Top of The data
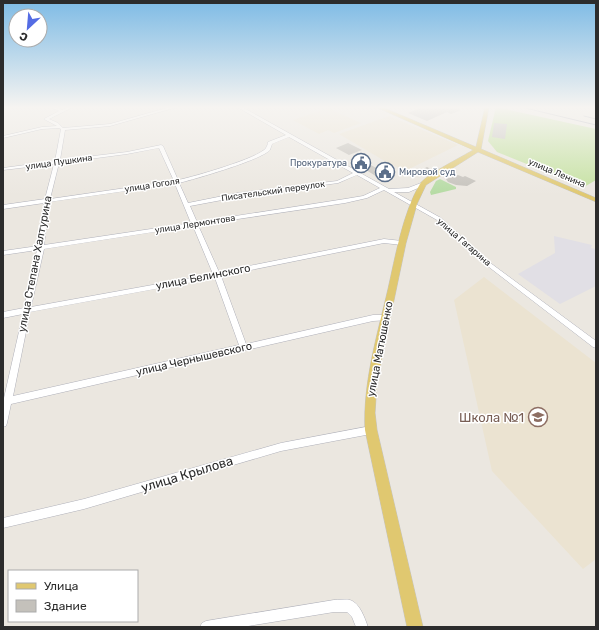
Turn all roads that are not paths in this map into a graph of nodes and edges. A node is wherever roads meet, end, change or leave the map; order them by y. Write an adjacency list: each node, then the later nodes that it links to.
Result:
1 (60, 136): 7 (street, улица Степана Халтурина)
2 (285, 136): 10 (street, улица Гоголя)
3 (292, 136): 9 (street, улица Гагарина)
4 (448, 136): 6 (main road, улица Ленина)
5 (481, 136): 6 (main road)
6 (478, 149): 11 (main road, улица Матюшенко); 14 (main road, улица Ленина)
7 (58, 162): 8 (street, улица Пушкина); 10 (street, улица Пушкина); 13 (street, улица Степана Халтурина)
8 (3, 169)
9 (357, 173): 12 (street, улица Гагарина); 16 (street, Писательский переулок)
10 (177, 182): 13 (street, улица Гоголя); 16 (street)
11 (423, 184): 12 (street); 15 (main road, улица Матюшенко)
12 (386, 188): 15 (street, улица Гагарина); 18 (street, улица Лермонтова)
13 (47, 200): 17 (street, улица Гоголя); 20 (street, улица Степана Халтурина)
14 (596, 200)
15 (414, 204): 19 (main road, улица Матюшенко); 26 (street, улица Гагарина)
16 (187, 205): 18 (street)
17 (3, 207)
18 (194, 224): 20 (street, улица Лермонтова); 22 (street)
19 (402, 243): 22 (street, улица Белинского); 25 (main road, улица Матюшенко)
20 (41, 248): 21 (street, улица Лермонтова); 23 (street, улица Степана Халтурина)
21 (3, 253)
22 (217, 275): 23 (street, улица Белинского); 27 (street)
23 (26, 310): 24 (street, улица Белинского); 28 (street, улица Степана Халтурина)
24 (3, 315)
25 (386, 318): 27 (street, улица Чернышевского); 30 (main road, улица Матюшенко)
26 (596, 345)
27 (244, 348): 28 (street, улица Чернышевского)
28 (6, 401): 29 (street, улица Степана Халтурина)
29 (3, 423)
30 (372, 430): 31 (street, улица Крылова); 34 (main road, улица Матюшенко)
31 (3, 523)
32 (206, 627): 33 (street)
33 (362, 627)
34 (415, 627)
Bottom of The data
Work to complete = Print the records again exactly, pictures excluded.

Task answer =
Turn all roads that are not paths in this map into a graph of nodes and edges. A node is wherever roads meet, end, change or leave the map; order them by y. Write an adjacency list: each node, then the later nodes that it links to.
Result:
1 (60, 136): 7 (street, улица Степана Халтурина)
2 (285, 136): 10 (street, улица Гоголя)
3 (292, 136): 9 (street, улица Гагарина)
4 (448, 136): 6 (main road, улица Ленина)
5 (481, 136): 6 (main road)
6 (478, 149): 11 (main road, улица Матюшенко); 14 (main road, улица Ленина)
7 (58, 162): 8 (street, улица Пушкина); 10 (street, улица Пушкина); 13 (street, улица Степана Халтурина)
8 (3, 169)
9 (357, 173): 12 (street, улица Гагарина); 16 (street, Писательский переулок)
10 (177, 182): 13 (street, улица Гоголя); 16 (street)
11 (423, 184): 12 (street); 15 (main road, улица Матюшенко)
12 (386, 188): 15 (street, улица Гагарина); 18 (street, улица Лермонтова)
13 (47, 200): 17 (street, улица Гоголя); 20 (street, улица Степана Халтурина)
14 (596, 200)
15 (414, 204): 19 (main road, улица Матюшенко); 26 (street, улица Гагарина)
16 (187, 205): 18 (street)
17 (3, 207)
18 (194, 224): 20 (street, улица Лермонтова); 22 (street)
19 (402, 243): 22 (street, улица Белинского); 25 (main road, улица Матюшенко)
20 (41, 248): 21 (street, улица Лермонтова); 23 (street, улица Степана Халтурина)
21 (3, 253)
22 (217, 275): 23 (street, улица Белинского); 27 (street)
23 (26, 310): 24 (street, улица Белинского); 28 (street, улица Степана Халтурина)
24 (3, 315)
25 (386, 318): 27 (street, улица Чернышевского); 30 (main road, улица Матюшенко)
26 (596, 345)
27 (244, 348): 28 (street, улица Чернышевского)
28 (6, 401): 29 (street, улица Степана Халтурина)
29 (3, 423)
30 (372, 430): 31 (street, улица Крылова); 34 (main road, улица Матюшенко)
31 (3, 523)
32 (206, 627): 33 (street)
33 (362, 627)
34 (415, 627)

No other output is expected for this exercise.